Calculator Inputs
Example Data Table
| Numeric ID | Sample Label | Lot | Line | Shift | Status |
|---|---|---|---|---|---|
| 1001 | QC-1001 | Lot A | Line 1 | Morning | Eligible |
| 1002 | QC-1002 | Lot A | Line 1 | Morning | Eligible |
| 1003 | QC-1003 | Lot A | Line 1 | Morning | Eligible |
| 1004 | QC-1004 | Lot A | Line 2 | Evening | Excluded |
| 1005 | QC-1005 | Lot A | Line 2 | Evening | Eligible |
| 1006 | QC-1006 | Lot A | Line 2 | Evening | Eligible |
This example shows how a sequential lot can be labeled, screened, and randomized before inspection or audit selection.
Formula Used
1) Eligible Units
E = N - X
Where N is total population size and X is excluded units.
2) Sampling Fraction
f = n / E
This shows the share of eligible units covered by the requested sample.

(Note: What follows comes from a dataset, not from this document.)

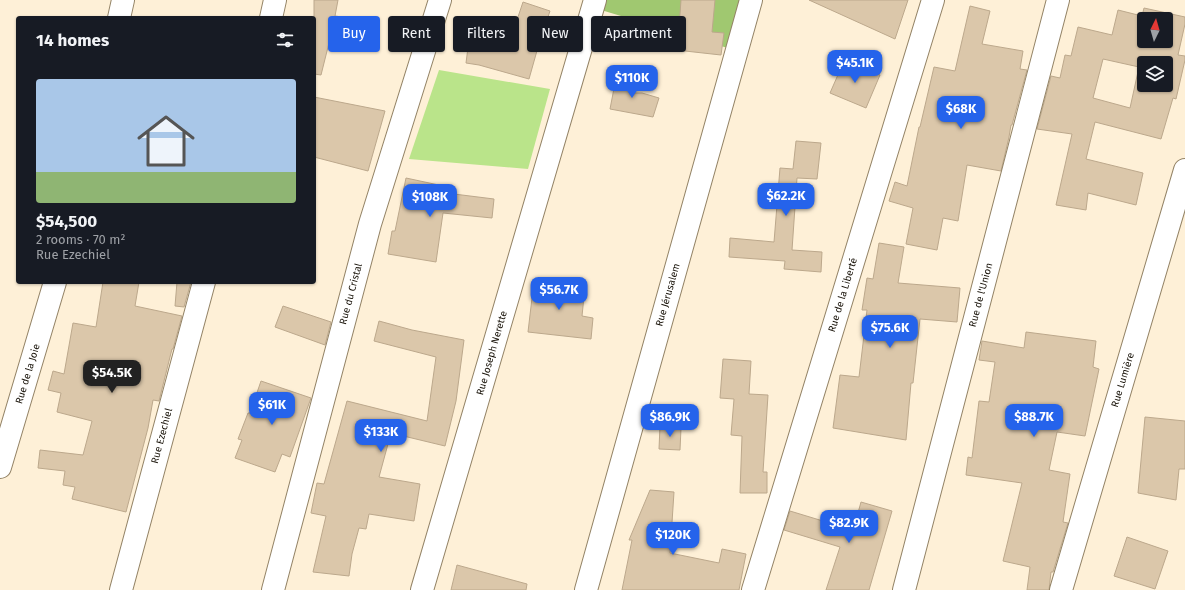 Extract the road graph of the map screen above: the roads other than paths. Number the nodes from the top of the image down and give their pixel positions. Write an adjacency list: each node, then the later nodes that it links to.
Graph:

3) Inclusion Probability Without Replacement
π = n / E
Each eligible unit has the same direct chance of selection in simple random sampling without replacement.
4) Inclusion Probability With Replacement
π = 1 - (1 - 1/E)n
This gives the chance that one eligible unit is selected at least once across repeated draws.
5) Systematic Interval
k = E / n
A random start is chosen, then every k-spaced position is selected across the eligible frame.
How to Use This Calculator
- Enter the full population size for the inspection frame.
- Enter the required sample size for audit, control, or review.
- Set the starting numeric ID and optional label prefix.
- Choose padding digits to standardize label formatting.
- Select subgroup size if you want block references in output.
- Pick a sampling method that matches your quality plan.
- Add a seed when you need repeatable sampling results.
- List any numeric IDs that must be excluded first.
- Submit the form to generate randomized sample labels.
- Review the summary, detailed table, and export files.
FAQs
1) What does this tool randomize?
It randomizes sample IDs from a defined population frame. You can generate inspection picks for lots, batches, lines, or audit pools using controlled selection rules.
2) Why should I use a random seed?
A seed recreates the same result later. That helps with traceability, review meetings, supplier discussions, and audit evidence when someone asks how a sample list was produced.
3) What is systematic sampling with random start?
It chooses a random starting point, then selects units at regular intervals across the eligible frame. This often improves spread when you want better coverage across a lot.
4) How do exclusions work?
Excluded numeric IDs are removed before randomization. Use this for damaged units, retained samples, missing records, or blocked items that should never enter the draw.
5) When should I use sampling with replacement?
Use it when repeated draws of the same unit are acceptable in your model. Most physical inspection plans prefer no replacement, but simulation studies may allow replacement.
6) Why is sampling fraction important?
Sampling fraction shows how much of the eligible frame is covered. Higher fractions usually increase review effort while improving the chance of detecting problems in the lot.
7) Should I sort the output after randomization?
Sorting makes the final list easier to follow on the floor or in documents. Keeping draw order is better when you need to preserve the original random sequence.
8) Does this tool replace formal sampling standards?
No. It supports sample selection and traceability. You should still follow your approved quality procedures, customer requirements, and any formal acceptance sampling standard in use.